Some introduction here

In [None]:
# Import modules
import pandas as pd
import matplotlib.pyplot as plt
import numpy as np

In [None]:
# Dataset, using dictionary
dataset = {
    "Subject": ["Pt_1", "Pt_2", "Pt_3", "Pt_4", "Pt_5", "Pt_6"],
    "Ag_HA":np.linspace(31, 78, 6),
    "Ag_NA":np.linspace(12, 44, 6),
    "Ag_M":np.linspace(2, 9, 6),
    "Ag_PA":np.linspace(7, 21, 6)
}

# DataFrame, with .from_dict() method
df = pd.DataFrame.from_dict(dataset)

Pandas has 4 accessor methods:

1. `.loc[]` for label based, e.g. `df.loc[:, ["col 1", "col 2"]]` to get all rows from `col 1` and `col 2`.
2. `.iloc[]`, like `.loc`, but primarily with integer index.
3. `.at`, get single value, label-based.
4. `.iat[]`, like `.at`, but with integer index.

Example below using `.loc[]` and `.at[]` accessor methods.

Not that with `[:,:]` slice notation on a Pandas dataframe, the first (before comma) is to subset row, the second is to subset column. Also support stepping with `::` slice notation.

In [None]:
# using .loc[], specifying row index and column labels
df.loc[4:, ["Ag_HA", "Ag_PA"]]

In [None]:
# using .at[], specifying the target cell
df.at[4, "Ag_HA"]

Now, can we change value at specific location of interest?

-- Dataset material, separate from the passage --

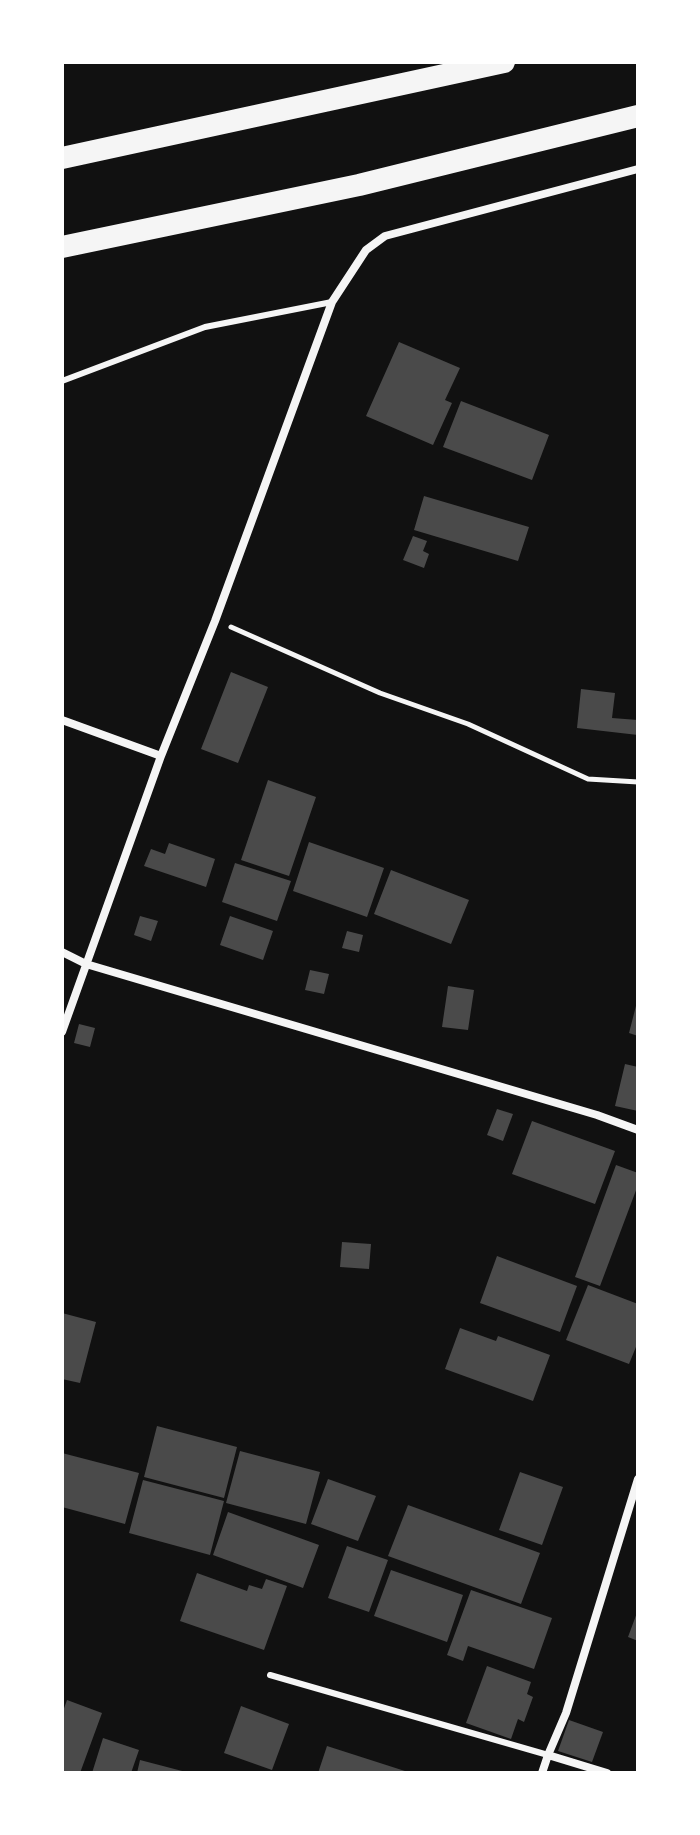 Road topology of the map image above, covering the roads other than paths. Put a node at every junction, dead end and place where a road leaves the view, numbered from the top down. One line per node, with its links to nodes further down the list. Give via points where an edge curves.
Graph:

First, try using `df["column"][index]` approach, see what we would get

In [None]:
# Ag_HA is column, 0 is row-index
df["Ag_HA"][0] = 30

With this approach, Pandas would complain `SettingWithCopyWarning`, where it concerns about "returning a view versus a copy". So, what is happening here? Note that the command actually worked here.

First of all, the approach using `df["column"][index]` is inappropriate for changing value at specific cell of interest. The `SettingWithCopyWarning` was created to flag a potentially confusing "chained" assignments, because under the hood, it calls `__getitem__` and `__setitem__` (therefore, a "chained" method). Depending on what `__getitem__` returns (a view or a copy), the subsequent `__setitem__` operation **may not work**, see this thread on [Stack Overflow](https://stackoverflow.com/questions/20625582/how-to-deal-with-settingwithcopywarning-in-pandas).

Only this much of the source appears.